Loved as garden shrubs for over a century, there are 11 species here all from the eastern parts of Asia. They are usually profuse bloomers flowering in late spring or early summer. Blossoms can be white, red, any shade of pink, or in one species, yellow. A few of them are fragrant. Although in the wild they are pollinated almost exclusively by bees, in North America, they have become the darlings of hummingbirds.
Weigela have simple, opposite, elliptic leaves and a preference for moist, humusy, well drained soil. In the wild they usually grow in scrubland, clearings in the woods, or on the edges of forests. Sun to partial shade suits them fine, though they flower best in full sun. They are intolerant of wind and drought. Propagation can be accomplished by either seed or semi-hardwood cuttings in summer.
The genus is named for German scientist and gardener Christian Ehrenfried Weigel, who discovered them. Scottish plant hunter Robert Fortune brought the first weigelas from Japan to England in 1845 and the Sheffield Botanic Garden is home to the British National Collection of these shrubs. With their profuse and showy blooms and ease of care, weigelas were an instant hit with gardeners! They also hybridize very freely, and soon new and ever more fabulous cultivars were being introduced!
If you’re going to be successful with weigelas on the prairies, the first thing you have to understand is that not all species are totally hardy here, and even those that are require specific locations. They are not easy care plants.
Full sun and compost enriched, moist soil in a sheltered spot will give you the best results.
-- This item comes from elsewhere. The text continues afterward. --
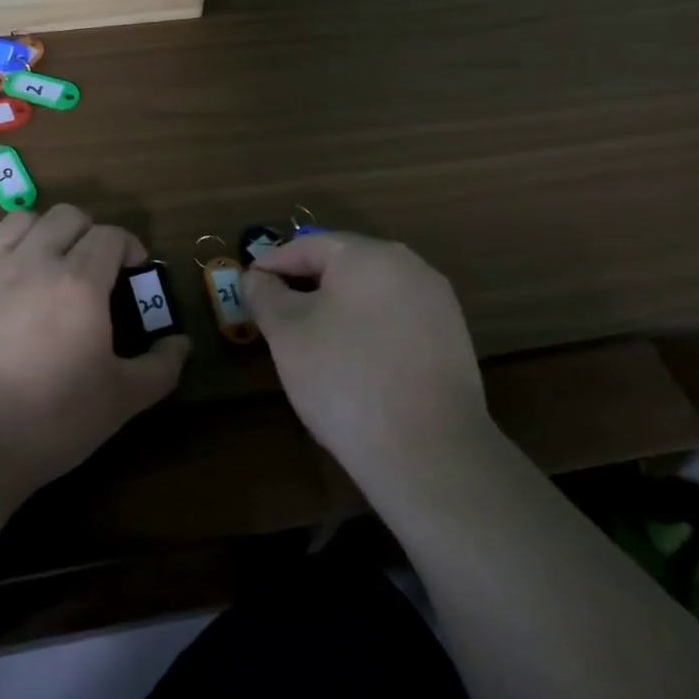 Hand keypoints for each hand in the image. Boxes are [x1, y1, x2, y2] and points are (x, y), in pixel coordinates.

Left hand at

They like basically the same conditions as hydrangeas, and can make very good companions for each other.
Weigela blooms on the previous year’s wood, so even a variety that survives here may not necessarily provide you with blossoms. Those that do will still need some pruning in order to perform their best; the oldest, largest branches should be clipped back hard after flowering in order to stimulate new growth. This encourages vigor and better blooming.
Like hydrangeas, when you look at the mature size of a weigela on a tag or label, it tells you the maximum size that shrub is capable of achieving under ideal growing conditions. Average size for prairie weigelas is 2-4 ft. tall and wide, with the exception of the cultivar ‘Centennial’, which can be as tall as 7 ft.
Weigela florida and Weigela praecox are the two hardiest species. W. florida is from China, Korea, and Japan and can grow 8-10 ft. tall and just as wide. It is quite fast growing and a profuse bloomer. It occasionally produces specimens with bronze or purple colored foliage, and from these, several cultivars including the very popular ‘Wine and Roses’ have been developed. This species is hardy to zone 4.
W. praecox is also native to cold regions in Asia, and it grows about 8 ft. tall. It can be quite woody with age and sometimes suffers considerable dieback in very cold regions but it usually recovers quite quickly. It is easily propagated by seed or cuttings. The large flowers are light pink, often with yellow throats, and scented of honey. They appear in great profusion in early summer. It is hardy to zone 3.
Weigelas often show up in garden centers in large pots when they are in full bloom and few gardeners can resist them. They are taken home, planted and more often than not, that weigela never makes another appearance again which leaves the gardener wondering what went wrong. Usually, a lack of success with weigela means that it was either not a hardy variety (very common) or it was planted in a bad location. (Windy and dry.) Sometimes it is a combination of these things.
If you have planted a weigela and failed, try again. When well grown and well placed, they are stunning and few shrubs have the power to attract bees and hummingbirds like they do. They are also extraordinarily long lived, and can easily last 30 or 40 years.
The following cultivars and hybrids are all varieties you are likely to encounter, with mixed results:
‘Bristol Ruby’- An old British cultivar that usually reaches 4-5 ft. tall, but can occasionally be as tall as 8 ft. It is a vigorous grower and profuse bloomer; the flowers are very dark red. Although it often survives on the prairies, it usually suffers terrible dieback here and rarely flowers well.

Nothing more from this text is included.